Every line in the records below with the string "pixel" needs to be copied out.

+-------+

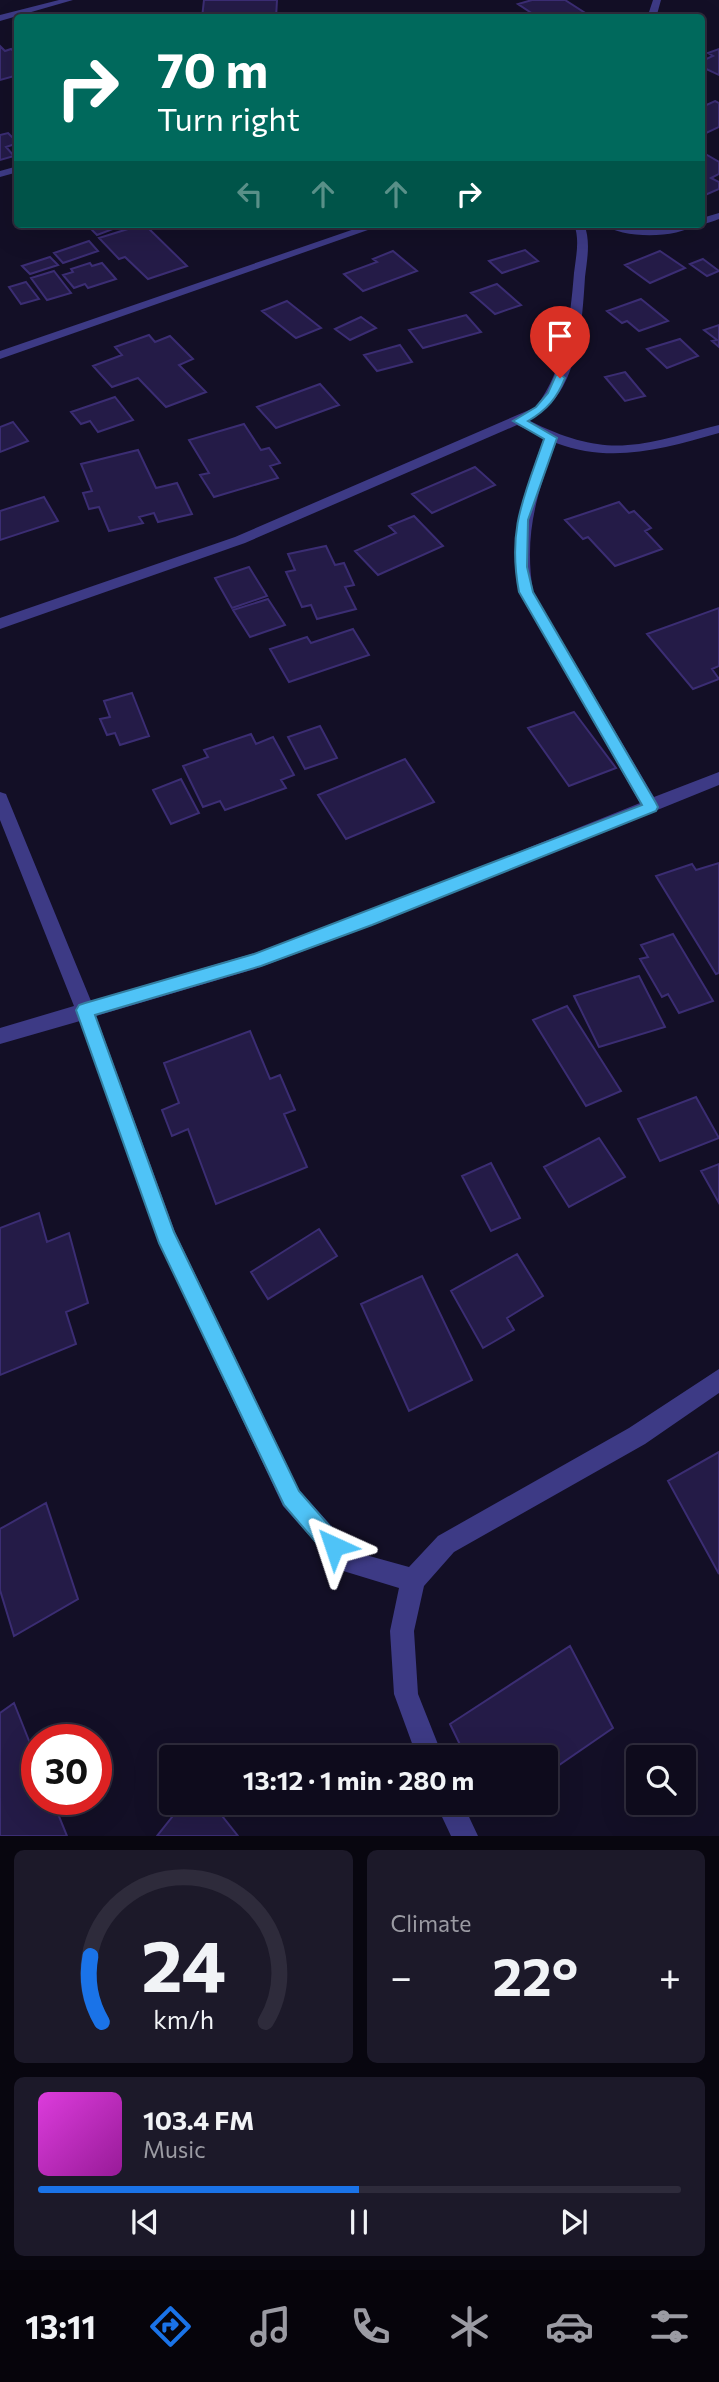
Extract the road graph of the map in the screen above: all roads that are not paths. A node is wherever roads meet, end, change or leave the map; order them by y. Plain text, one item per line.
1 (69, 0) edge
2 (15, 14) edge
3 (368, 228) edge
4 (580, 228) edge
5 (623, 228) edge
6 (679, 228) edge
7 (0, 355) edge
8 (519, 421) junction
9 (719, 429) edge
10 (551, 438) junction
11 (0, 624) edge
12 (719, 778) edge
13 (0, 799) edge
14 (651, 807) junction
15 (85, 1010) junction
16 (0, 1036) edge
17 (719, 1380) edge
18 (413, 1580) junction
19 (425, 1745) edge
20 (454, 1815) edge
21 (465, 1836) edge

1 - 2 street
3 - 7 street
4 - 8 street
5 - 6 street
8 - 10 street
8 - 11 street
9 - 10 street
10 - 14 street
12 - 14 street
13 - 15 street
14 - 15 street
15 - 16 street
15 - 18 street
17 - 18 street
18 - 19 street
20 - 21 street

+-------+

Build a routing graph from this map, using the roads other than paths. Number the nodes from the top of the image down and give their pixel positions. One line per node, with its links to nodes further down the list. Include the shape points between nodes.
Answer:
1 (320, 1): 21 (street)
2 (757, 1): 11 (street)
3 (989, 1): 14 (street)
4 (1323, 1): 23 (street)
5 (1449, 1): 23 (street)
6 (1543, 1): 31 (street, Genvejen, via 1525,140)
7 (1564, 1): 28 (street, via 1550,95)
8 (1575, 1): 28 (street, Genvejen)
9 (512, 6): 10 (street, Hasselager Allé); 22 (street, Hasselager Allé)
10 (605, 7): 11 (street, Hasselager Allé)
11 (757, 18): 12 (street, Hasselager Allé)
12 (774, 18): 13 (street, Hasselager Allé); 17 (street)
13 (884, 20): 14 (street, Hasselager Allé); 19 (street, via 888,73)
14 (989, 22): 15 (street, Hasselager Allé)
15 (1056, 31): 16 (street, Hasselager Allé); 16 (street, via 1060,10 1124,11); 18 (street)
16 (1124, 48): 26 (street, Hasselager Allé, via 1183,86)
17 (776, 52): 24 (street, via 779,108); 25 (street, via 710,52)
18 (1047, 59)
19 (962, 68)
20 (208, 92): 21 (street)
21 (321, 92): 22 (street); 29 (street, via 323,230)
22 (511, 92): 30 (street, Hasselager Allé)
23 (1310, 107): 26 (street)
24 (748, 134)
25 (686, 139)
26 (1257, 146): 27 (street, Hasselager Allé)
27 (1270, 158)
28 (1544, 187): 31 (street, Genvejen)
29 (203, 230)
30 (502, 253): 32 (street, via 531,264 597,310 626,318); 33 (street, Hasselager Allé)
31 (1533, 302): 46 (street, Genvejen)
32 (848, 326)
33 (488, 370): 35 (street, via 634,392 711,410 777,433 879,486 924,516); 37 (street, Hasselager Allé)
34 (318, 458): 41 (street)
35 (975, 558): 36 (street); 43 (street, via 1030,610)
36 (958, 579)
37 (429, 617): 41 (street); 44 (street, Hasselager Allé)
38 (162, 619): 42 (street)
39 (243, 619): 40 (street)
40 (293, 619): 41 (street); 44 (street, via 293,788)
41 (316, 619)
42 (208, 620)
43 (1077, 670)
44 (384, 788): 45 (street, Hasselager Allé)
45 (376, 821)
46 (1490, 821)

+-------+

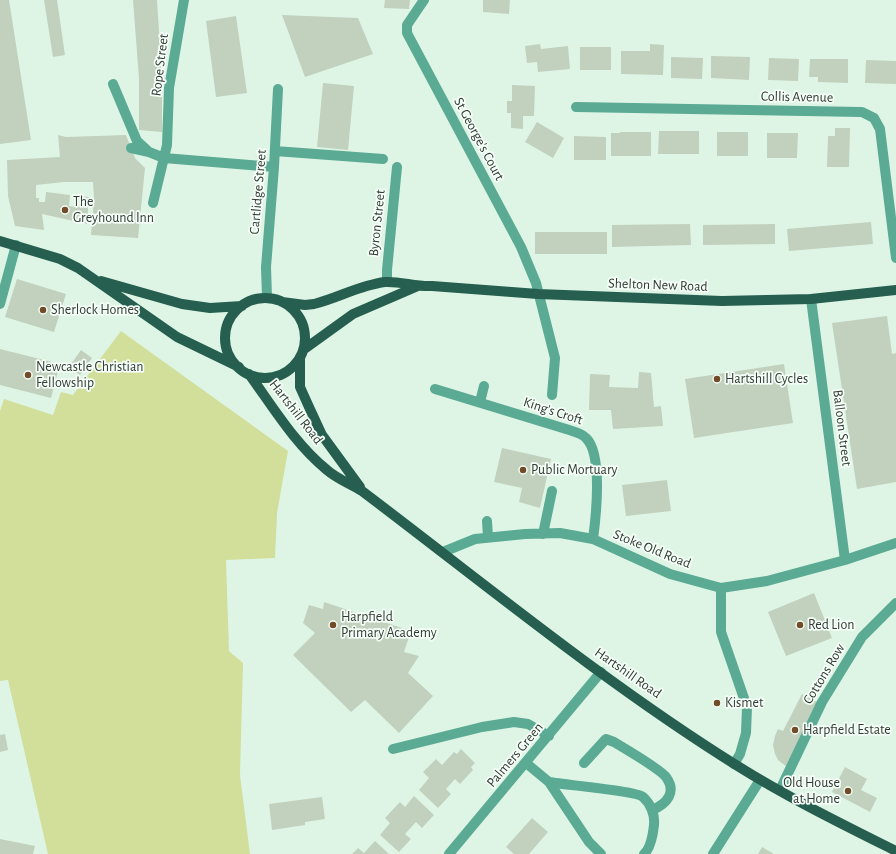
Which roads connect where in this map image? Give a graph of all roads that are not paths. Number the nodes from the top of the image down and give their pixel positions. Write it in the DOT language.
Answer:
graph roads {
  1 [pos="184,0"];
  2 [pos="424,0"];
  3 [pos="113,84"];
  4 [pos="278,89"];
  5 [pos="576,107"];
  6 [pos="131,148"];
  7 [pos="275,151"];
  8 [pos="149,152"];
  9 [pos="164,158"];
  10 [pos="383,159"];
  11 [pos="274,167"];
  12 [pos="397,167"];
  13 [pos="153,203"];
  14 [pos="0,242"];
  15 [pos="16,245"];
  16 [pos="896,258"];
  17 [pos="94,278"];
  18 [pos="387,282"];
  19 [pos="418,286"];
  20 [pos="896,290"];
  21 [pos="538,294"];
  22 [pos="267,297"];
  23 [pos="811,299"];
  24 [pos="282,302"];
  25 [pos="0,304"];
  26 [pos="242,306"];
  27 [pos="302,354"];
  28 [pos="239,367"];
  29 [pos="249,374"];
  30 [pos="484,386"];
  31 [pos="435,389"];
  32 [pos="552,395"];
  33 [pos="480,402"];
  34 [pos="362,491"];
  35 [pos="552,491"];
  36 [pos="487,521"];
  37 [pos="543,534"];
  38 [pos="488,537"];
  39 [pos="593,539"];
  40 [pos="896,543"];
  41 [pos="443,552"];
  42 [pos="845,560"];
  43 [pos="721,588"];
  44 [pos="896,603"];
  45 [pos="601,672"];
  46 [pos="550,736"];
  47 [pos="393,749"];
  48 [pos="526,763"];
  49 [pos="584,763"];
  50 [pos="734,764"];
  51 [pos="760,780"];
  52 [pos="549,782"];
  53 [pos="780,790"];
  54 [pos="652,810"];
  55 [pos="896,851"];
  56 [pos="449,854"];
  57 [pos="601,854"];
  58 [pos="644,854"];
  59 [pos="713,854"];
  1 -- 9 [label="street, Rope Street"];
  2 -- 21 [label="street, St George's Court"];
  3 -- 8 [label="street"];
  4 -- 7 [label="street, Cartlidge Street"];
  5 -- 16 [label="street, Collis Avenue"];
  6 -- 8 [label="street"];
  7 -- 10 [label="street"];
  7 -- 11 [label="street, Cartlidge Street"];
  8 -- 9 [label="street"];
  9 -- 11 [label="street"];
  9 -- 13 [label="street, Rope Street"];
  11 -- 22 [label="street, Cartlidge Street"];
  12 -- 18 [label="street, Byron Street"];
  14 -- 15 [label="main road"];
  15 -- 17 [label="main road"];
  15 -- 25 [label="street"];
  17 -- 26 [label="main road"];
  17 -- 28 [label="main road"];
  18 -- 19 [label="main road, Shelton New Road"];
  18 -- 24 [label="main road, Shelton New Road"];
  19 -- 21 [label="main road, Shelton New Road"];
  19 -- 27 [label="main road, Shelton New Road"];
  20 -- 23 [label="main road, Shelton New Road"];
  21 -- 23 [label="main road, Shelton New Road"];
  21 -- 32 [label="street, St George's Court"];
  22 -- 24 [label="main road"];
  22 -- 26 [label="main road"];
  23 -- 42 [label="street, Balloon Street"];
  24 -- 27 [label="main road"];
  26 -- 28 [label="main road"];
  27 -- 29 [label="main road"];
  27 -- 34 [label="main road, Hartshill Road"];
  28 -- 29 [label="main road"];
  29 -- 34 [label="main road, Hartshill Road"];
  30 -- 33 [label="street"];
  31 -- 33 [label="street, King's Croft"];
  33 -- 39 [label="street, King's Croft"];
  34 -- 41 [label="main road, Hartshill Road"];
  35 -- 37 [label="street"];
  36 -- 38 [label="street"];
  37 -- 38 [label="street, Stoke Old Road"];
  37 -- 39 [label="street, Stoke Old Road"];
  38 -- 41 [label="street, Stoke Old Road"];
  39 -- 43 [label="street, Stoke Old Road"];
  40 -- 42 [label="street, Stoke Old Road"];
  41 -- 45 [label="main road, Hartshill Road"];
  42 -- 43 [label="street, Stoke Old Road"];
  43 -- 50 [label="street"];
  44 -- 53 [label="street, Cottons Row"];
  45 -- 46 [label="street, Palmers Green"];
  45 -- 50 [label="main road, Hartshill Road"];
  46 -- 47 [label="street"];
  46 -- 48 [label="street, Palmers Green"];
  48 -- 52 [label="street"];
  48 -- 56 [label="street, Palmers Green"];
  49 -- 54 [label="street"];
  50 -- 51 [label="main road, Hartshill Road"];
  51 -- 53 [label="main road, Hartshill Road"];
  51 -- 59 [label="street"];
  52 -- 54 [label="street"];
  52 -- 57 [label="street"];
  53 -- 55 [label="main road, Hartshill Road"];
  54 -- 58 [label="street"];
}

+-------+

## Answer space
Build a routing graph from this map, using the roads other than paths. Number the nodes from the top of the image down and give their pixel positions. One line per node, with its links to nodes further down the list. Include the shape points between nodes.
Which roads connect where in this map image? Give a graph of all roads that are not paths. Number the nodes from the top of the image down and give their pixel positions. Write it in the DOT language.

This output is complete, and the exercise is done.